> **Exercise prompt**:
Return every record below exactly.

> **Given records**:
Start of Block

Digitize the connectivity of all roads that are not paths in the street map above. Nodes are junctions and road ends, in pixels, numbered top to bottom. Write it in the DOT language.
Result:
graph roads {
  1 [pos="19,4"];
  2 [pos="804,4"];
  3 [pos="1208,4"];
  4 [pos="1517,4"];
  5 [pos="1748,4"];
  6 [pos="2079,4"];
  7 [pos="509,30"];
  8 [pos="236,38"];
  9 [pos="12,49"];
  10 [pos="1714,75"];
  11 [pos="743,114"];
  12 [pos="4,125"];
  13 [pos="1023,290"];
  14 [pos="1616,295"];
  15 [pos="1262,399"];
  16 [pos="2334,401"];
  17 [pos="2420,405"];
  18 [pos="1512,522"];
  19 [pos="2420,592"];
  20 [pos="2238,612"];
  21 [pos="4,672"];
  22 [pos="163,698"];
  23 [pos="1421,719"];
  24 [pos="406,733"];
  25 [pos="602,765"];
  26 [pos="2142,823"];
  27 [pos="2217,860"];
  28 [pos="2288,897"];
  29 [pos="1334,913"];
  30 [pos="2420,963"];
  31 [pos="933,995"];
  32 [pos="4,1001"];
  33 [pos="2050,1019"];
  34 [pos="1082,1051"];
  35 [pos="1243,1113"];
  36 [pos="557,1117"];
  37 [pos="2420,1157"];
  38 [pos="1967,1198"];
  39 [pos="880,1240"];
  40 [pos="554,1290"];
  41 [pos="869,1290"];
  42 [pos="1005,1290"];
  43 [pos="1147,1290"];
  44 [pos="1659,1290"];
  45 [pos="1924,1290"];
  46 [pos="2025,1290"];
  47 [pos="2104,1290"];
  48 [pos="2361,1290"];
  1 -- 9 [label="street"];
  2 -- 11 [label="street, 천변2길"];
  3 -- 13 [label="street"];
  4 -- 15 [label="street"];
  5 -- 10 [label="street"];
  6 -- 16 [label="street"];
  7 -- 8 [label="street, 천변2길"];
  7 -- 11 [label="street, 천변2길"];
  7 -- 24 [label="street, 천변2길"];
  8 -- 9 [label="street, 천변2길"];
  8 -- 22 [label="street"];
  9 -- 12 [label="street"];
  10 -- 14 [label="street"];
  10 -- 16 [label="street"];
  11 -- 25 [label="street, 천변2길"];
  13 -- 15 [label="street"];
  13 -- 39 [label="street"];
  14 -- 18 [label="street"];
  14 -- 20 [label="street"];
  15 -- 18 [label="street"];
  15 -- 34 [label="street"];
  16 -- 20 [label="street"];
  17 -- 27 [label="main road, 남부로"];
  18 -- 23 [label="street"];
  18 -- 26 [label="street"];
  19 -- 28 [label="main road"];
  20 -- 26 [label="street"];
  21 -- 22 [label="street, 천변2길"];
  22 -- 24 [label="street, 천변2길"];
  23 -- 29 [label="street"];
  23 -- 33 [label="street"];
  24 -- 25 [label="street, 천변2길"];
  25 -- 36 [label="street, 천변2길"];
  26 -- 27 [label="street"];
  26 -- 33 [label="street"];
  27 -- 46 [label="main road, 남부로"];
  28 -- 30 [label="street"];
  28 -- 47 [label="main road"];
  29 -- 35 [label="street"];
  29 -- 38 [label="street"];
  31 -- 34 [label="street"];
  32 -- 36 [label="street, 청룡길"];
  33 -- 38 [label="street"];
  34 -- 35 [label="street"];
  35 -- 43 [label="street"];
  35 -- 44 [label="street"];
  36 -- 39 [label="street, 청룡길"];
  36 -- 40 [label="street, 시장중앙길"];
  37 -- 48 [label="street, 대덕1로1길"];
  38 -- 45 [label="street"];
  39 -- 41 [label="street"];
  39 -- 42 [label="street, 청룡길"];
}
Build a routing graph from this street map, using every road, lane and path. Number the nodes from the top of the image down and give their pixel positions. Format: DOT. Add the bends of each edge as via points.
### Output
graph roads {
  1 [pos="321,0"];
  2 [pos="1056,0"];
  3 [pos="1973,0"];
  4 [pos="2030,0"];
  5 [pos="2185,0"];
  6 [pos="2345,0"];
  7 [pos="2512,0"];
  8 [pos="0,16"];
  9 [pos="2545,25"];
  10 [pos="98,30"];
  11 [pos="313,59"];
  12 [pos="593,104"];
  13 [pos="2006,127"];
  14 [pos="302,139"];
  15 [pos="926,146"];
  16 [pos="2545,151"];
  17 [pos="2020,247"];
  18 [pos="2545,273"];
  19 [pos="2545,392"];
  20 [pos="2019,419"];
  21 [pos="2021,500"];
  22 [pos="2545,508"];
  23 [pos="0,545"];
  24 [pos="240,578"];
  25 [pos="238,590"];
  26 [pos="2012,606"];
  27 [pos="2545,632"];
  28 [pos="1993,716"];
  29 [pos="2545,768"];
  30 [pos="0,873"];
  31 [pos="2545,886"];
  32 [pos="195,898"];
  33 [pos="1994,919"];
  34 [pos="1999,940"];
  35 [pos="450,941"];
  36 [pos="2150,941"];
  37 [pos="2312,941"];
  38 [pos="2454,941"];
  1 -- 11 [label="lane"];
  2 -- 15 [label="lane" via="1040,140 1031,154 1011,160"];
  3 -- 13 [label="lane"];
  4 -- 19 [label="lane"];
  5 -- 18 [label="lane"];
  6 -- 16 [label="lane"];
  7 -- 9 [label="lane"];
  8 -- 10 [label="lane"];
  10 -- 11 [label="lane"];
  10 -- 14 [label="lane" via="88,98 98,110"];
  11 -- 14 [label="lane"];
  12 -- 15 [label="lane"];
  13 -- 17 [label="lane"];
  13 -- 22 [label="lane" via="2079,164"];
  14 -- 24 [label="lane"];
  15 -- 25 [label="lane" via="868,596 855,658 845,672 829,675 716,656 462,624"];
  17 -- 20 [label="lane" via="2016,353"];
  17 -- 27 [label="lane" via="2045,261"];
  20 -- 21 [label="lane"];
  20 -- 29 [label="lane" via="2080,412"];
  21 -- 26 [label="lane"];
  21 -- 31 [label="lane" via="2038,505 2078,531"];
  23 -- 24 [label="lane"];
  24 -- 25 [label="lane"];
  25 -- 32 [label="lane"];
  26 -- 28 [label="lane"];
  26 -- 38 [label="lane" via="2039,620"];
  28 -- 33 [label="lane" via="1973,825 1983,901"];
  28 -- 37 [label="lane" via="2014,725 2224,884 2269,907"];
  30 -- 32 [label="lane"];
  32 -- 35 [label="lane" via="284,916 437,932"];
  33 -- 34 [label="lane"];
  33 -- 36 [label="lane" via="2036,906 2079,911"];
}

End of Block

> **Task answer**:
Digitize the connectivity of all roads that are not paths in the street map above. Nodes are junctions and road ends, in pixels, numbered top to bottom. Write it in the DOT language.
Result:
graph roads {
  1 [pos="19,4"];
  2 [pos="804,4"];
  3 [pos="1208,4"];
  4 [pos="1517,4"];
  5 [pos="1748,4"];
  6 [pos="2079,4"];
  7 [pos="509,30"];
  8 [pos="236,38"];
  9 [pos="12,49"];
  10 [pos="1714,75"];
  11 [pos="743,114"];
  12 [pos="4,125"];
  13 [pos="1023,290"];
  14 [pos="1616,295"];
  15 [pos="1262,399"];
  16 [pos="2334,401"];
  17 [pos="2420,405"];
  18 [pos="1512,522"];
  19 [pos="2420,592"];
  20 [pos="2238,612"];
  21 [pos="4,672"];
  22 [pos="163,698"];
  23 [pos="1421,719"];
  24 [pos="406,733"];
  25 [pos="602,765"];
  26 [pos="2142,823"];
  27 [pos="2217,860"];
  28 [pos="2288,897"];
  29 [pos="1334,913"];
  30 [pos="2420,963"];
  31 [pos="933,995"];
  32 [pos="4,1001"];
  33 [pos="2050,1019"];
  34 [pos="1082,1051"];
  35 [pos="1243,1113"];
  36 [pos="557,1117"];
  37 [pos="2420,1157"];
  38 [pos="1967,1198"];
  39 [pos="880,1240"];
  40 [pos="554,1290"];
  41 [pos="869,1290"];
  42 [pos="1005,1290"];
  43 [pos="1147,1290"];
  44 [pos="1659,1290"];
  45 [pos="1924,1290"];
  46 [pos="2025,1290"];
  47 [pos="2104,1290"];
  48 [pos="2361,1290"];
  1 -- 9 [label="street"];
  2 -- 11 [label="street, 천변2길"];
  3 -- 13 [label="street"];
  4 -- 15 [label="street"];
  5 -- 10 [label="street"];
  6 -- 16 [label="street"];
  7 -- 8 [label="street, 천변2길"];
  7 -- 11 [label="street, 천변2길"];
  7 -- 24 [label="street, 천변2길"];
  8 -- 9 [label="street, 천변2길"];
  8 -- 22 [label="street"];
  9 -- 12 [label="street"];
  10 -- 14 [label="street"];
  10 -- 16 [label="street"];
  11 -- 25 [label="street, 천변2길"];
  13 -- 15 [label="street"];
  13 -- 39 [label="street"];
  14 -- 18 [label="street"];
  14 -- 20 [label="street"];
  15 -- 18 [label="street"];
  15 -- 34 [label="street"];
  16 -- 20 [label="street"];
  17 -- 27 [label="main road, 남부로"];
  18 -- 23 [label="street"];
  18 -- 26 [label="street"];
  19 -- 28 [label="main road"];
  20 -- 26 [label="street"];
  21 -- 22 [label="street, 천변2길"];
  22 -- 24 [label="street, 천변2길"];
  23 -- 29 [label="street"];
  23 -- 33 [label="street"];
  24 -- 25 [label="street, 천변2길"];
  25 -- 36 [label="street, 천변2길"];
  26 -- 27 [label="street"];
  26 -- 33 [label="street"];
  27 -- 46 [label="main road, 남부로"];
  28 -- 30 [label="street"];
  28 -- 47 [label="main road"];
  29 -- 35 [label="street"];
  29 -- 38 [label="street"];
  31 -- 34 [label="street"];
  32 -- 36 [label="street, 청룡길"];
  33 -- 38 [label="street"];
  34 -- 35 [label="street"];
  35 -- 43 [label="street"];
  35 -- 44 [label="street"];
  36 -- 39 [label="street, 청룡길"];
  36 -- 40 [label="street, 시장중앙길"];
  37 -- 48 [label="street, 대덕1로1길"];
  38 -- 45 [label="street"];
  39 -- 41 [label="street"];
  39 -- 42 [label="street, 청룡길"];
}
Build a routing graph from this street map, using every road, lane and path. Number the nodes from the top of the image down and give their pixel positions. Format: DOT. Add the bends of each edge as via points.
### Output
graph roads {
  1 [pos="321,0"];
  2 [pos="1056,0"];
  3 [pos="1973,0"];
  4 [pos="2030,0"];
  5 [pos="2185,0"];
  6 [pos="2345,0"];
  7 [pos="2512,0"];
  8 [pos="0,16"];
  9 [pos="2545,25"];
  10 [pos="98,30"];
  11 [pos="313,59"];
  12 [pos="593,104"];
  13 [pos="2006,127"];
  14 [pos="302,139"];
  15 [pos="926,146"];
  16 [pos="2545,151"];
  17 [pos="2020,247"];
  18 [pos="2545,273"];
  19 [pos="2545,392"];
  20 [pos="2019,419"];
  21 [pos="2021,500"];
  22 [pos="2545,508"];
  23 [pos="0,545"];
  24 [pos="240,578"];
  25 [pos="238,590"];
  26 [pos="2012,606"];
  27 [pos="2545,632"];
  28 [pos="1993,716"];
  29 [pos="2545,768"];
  30 [pos="0,873"];
  31 [pos="2545,886"];
  32 [pos="195,898"];
  33 [pos="1994,919"];
  34 [pos="1999,940"];
  35 [pos="450,941"];
  36 [pos="2150,941"];
  37 [pos="2312,941"];
  38 [pos="2454,941"];
  1 -- 11 [label="lane"];
  2 -- 15 [label="lane" via="1040,140 1031,154 1011,160"];
  3 -- 13 [label="lane"];
  4 -- 19 [label="lane"];
  5 -- 18 [label="lane"];
  6 -- 16 [label="lane"];
  7 -- 9 [label="lane"];
  8 -- 10 [label="lane"];
  10 -- 11 [label="lane"];
  10 -- 14 [label="lane" via="88,98 98,110"];
  11 -- 14 [label="lane"];
  12 -- 15 [label="lane"];
  13 -- 17 [label="lane"];
  13 -- 22 [label="lane" via="2079,164"];
  14 -- 24 [label="lane"];
  15 -- 25 [label="lane" via="868,596 855,658 845,672 829,675 716,656 462,624"];
  17 -- 20 [label="lane" via="2016,353"];
  17 -- 27 [label="lane" via="2045,261"];
  20 -- 21 [label="lane"];
  20 -- 29 [label="lane" via="2080,412"];
  21 -- 26 [label="lane"];
  21 -- 31 [label="lane" via="2038,505 2078,531"];
  23 -- 24 [label="lane"];
  24 -- 25 [label="lane"];
  25 -- 32 [label="lane"];
  26 -- 28 [label="lane"];
  26 -- 38 [label="lane" via="2039,620"];
  28 -- 33 [label="lane" via="1973,825 1983,901"];
  28 -- 37 [label="lane" via="2014,725 2224,884 2269,907"];
  30 -- 32 [label="lane"];
  32 -- 35 [label="lane" via="284,916 437,932"];
  33 -- 34 [label="lane"];
  33 -- 36 [label="lane" via="2036,906 2079,911"];
}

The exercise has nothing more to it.